Language of document : ECLI:EU:T:2013:408

Case T‑6/12
(publication by extracts)

Godrej Industries Ltd
and
VVF Ltd

v

Council of the European Union

(Dumping — Imports of certain fatty alcohols and their blends originating in India, Indonesia and Malaysia — Adjustment for currency conversion claimed — Burden of proof — Injury — Definitive anti-dumping duty)

Summary — Judgment of the General Court (Fourth Chamber), 6 September 2013

1.      Common commercial policy — Protection against dumping — Injury — Establishing a causal link — Obligations of the institutions — Whether factors extraneous to dumping to be taken into account — Non-attribution of damage caused by those factors

(Council Regulation No 1225/2009, Art. 3(6) and (7))

2.      Common commercial policy — Protection against dumping — Injury — Scope of the EU industry — Imports by an EU producer of products from countries covered by an anti-dumping investigation — Included — Such imports taken into account as ‘other factors’ within the meaning of Article 3(7) of Regulation No 1225/2009 — Lawfulness

(Council Regulation No 1225/2009, Arts 3(7) and 4(1)(a))

1.      It follows from Article 3(6) of the basic Regulation anti-dumping No 1225/2009 that the Union institutions must demonstrate that the dumped imports are causing significant injury to the EU industry, owing to their volume and price. That entails what is known as the ‘attribution analysis’. It also follows from Article 3(7) of the basic regulation that the institutions must examine all other known factors which are injuring the EU industry at the same time as the dumped imports and, moreover, ensure that the injury caused by those other factors is not attributed to the dumped imports. That entails what is known as the ‘non-attribution analysis’.

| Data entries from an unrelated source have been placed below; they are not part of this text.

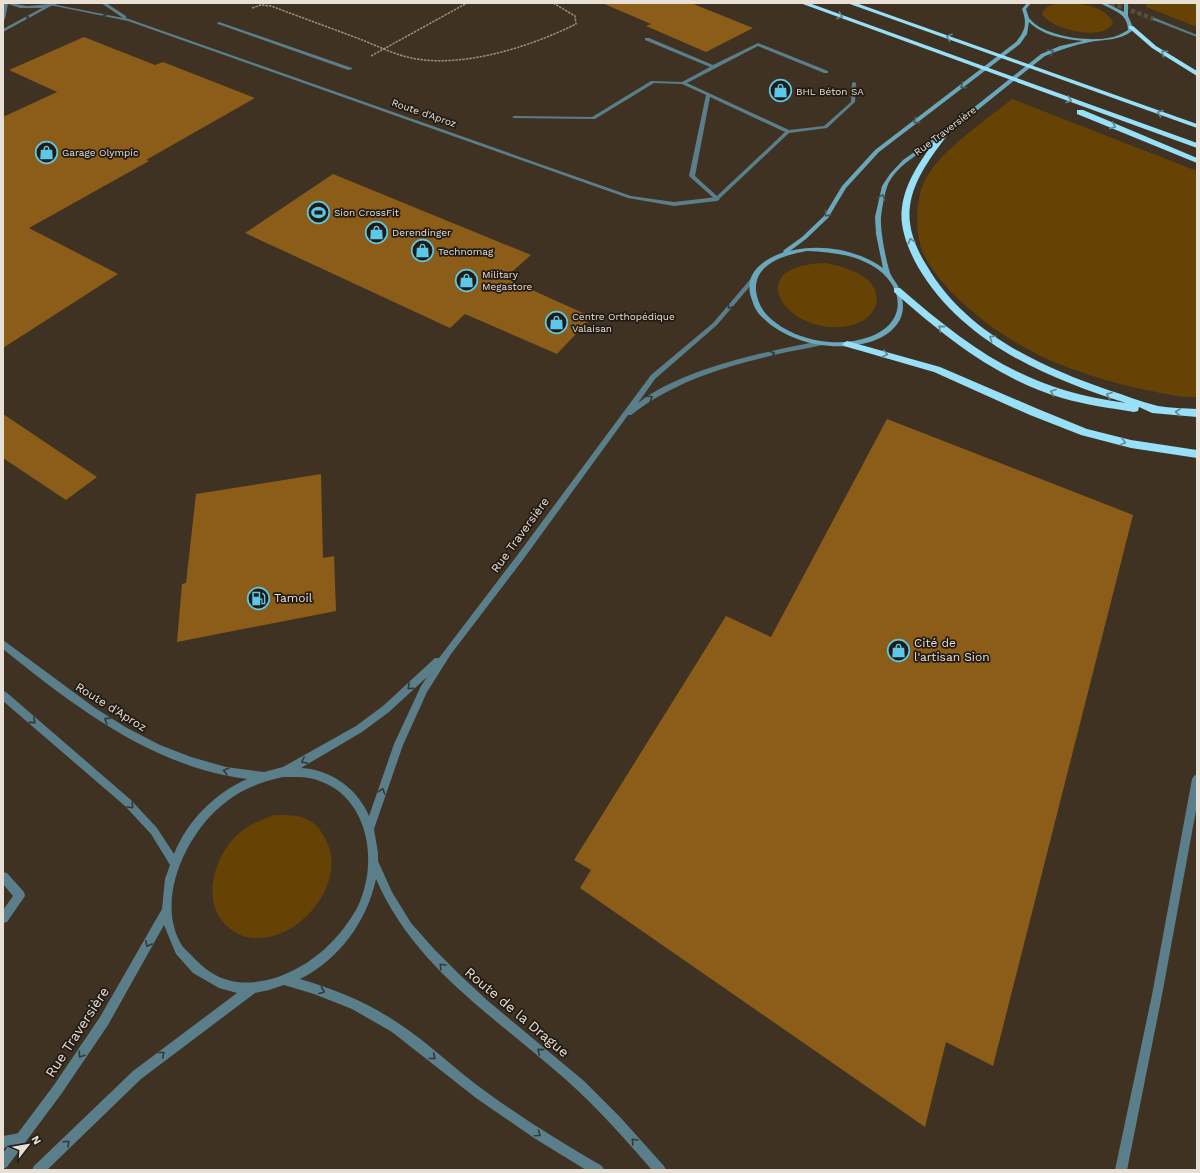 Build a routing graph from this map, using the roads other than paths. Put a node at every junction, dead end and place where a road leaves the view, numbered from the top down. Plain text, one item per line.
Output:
1 (7, 3) edge
2 (59, 3) edge
3 (103, 3) edge
4 (803, 3) edge
5 (850, 3) edge
6 (1029, 3) edge
7 (1102, 3) edge
8 (1126, 3) edge
9 (51, 5) junction
10 (1126, 16) junction
11 (3, 19) edge
12 (1028, 19) junction
13 (1154, 19) tunnel mouth
14 (128, 20) junction
15 (218, 23) dead end
16 (1131, 26) junction
17 (3, 31) edge
18 (887, 33) junction
19 (1197, 36) edge
20 (647, 39) dead end
21 (1093, 40) junction
22 (713, 67) junction
23 (350, 69) dead end
24 (826, 72) dead end
25 (1197, 74) edge
26 (683, 83) junction
27 (854, 83) dead end
28 (708, 95) junction
29 (514, 117) dead end
30 (1197, 126) edge
31 (788, 132) junction
32 (944, 134) junction
33 (1197, 146) edge
34 (1197, 161) edge
35 (717, 200) junction
36 (780, 255) junction
37 (755, 277) junction
38 (888, 277) junction
39 (897, 290) junction
40 (820, 343) junction
41 (847, 344) junction
42 (1160, 410) junction
43 (1197, 413) edge
44 (610, 432) junction
45 (1197, 454) edge
46 (3, 644) edge
47 (448, 651) junction
48 (3, 695) edge
49 (283, 772) junction
50 (264, 776) junction
51 (1197, 779) edge
52 (370, 828) junction
53 (374, 862) junction
54 (174, 863) junction
55 (3, 877) edge
56 (166, 910) junction
57 (3, 918) edge
58 (285, 980) junction
59 (252, 988) junction
60 (20, 1138) junction
61 (3, 1142) edge
62 (3, 1163) edge
63 (38, 1170) edge
64 (598, 1170) edge
65 (660, 1170) edge
66 (1122, 1170) edge

1 - 9 street
1 - 11 street
2 - 9 street
3 - 14 street, Route d'Aproz
4 -> 18 highway
30 -> 5 highway
6 - 12 main road
7 - 10 main road
8 - 10 main road
9 -> 14 street, Route d'Aproz
17 -> 9 street
10 - 16 main road
12 - 21 main road, Rue Traversière
12 -> 36 main road
13 - 19 street
14 - 35 street, Route d'Aproz
15 - 23 street
16 - 21 main road, Rue Traversière
25 -> 16 highway
18 -> 33 highway
18 -> 34 highway
20 - 22 street
32 -> 21 main road, Rue Traversière
22 - 24 street
22 - 26 street
26 - 28 street
26 - 29 street
27 - 31 street
28 - 31 street
28 - 35 street
31 - 35 street
38 -> 32 main road, Rue Traversière
42 -> 32 highway
36 - 37 main road
36 - 38 main road
37 - 40 main road
37 -> 44 street, Rue Traversière
38 - 39 main road
39 - 41 main road
42 -> 39 highway
40 - 41 main road
44 -> 40 street, Rue Traversière
41 -> 45 highway
43 -> 42 highway
44 - 47 street, Rue Traversière
50 -> 46 street, Route d'Aproz
47 -> 49 street, Rue Traversière
52 -> 47 street, Rue Traversière
48 -> 54 street
49 - 50 street
49 - 52 street
50 - 54 street
51 - 66 street
52 - 53 street
53 - 58 street
65 -> 53 street, Route de la Drague
54 - 56 street
55 - 57 street
56 - 59 street
56 -> 60 street, Rue Traversière
58 - 59 street
58 -> 64 street
63 -> 59 street
60 - 61 street
60 - 62 street, Rue Traversière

The objective of Article 3(6) and (7) of Regulation No 1225/2009 is therefore to ensure that the Union institutions separate and distinguish the injurious effects of the dumped imports from those caused by other factors. If the institutions do not separate and distinguish the impact of the various injury factors, they cannot legitimately conclude that the dumped imports have caused injury to the EU industry. Next, when determining the injury, the Council and the Commission must, in particular, examine whether the injury which they propose to find might have its cause in the conduct of EU producers themselves.

(see paras 62-64)

2.      The definition of the EU industry is contained in Article 4(1)(a) of basic anti-dumping Regulation No 1225/2009. The inclusion in the definition of the EU industry of a producer who is himself an importer of the allegedly dumped product does not automatically mean that his imports should no longer be considered to be one of the ‘other factors’ within the meaning of Article 3(7) of the basic regulation. Thus, the self-inflicted nature of the injury that might arise from the purchase by a Union producer of dumped products originating in countries covered by the anti-dumping investigation is one of the ‘other factors’ that the Commission and the Council must consider in the context of the injury analysis. However, it does not follow from either Regulation No 1225/2009 or the case-law that imports by a Union producer of dumped products originating in the countries covered by the investigation can never be taken into consideration in the injury analysis.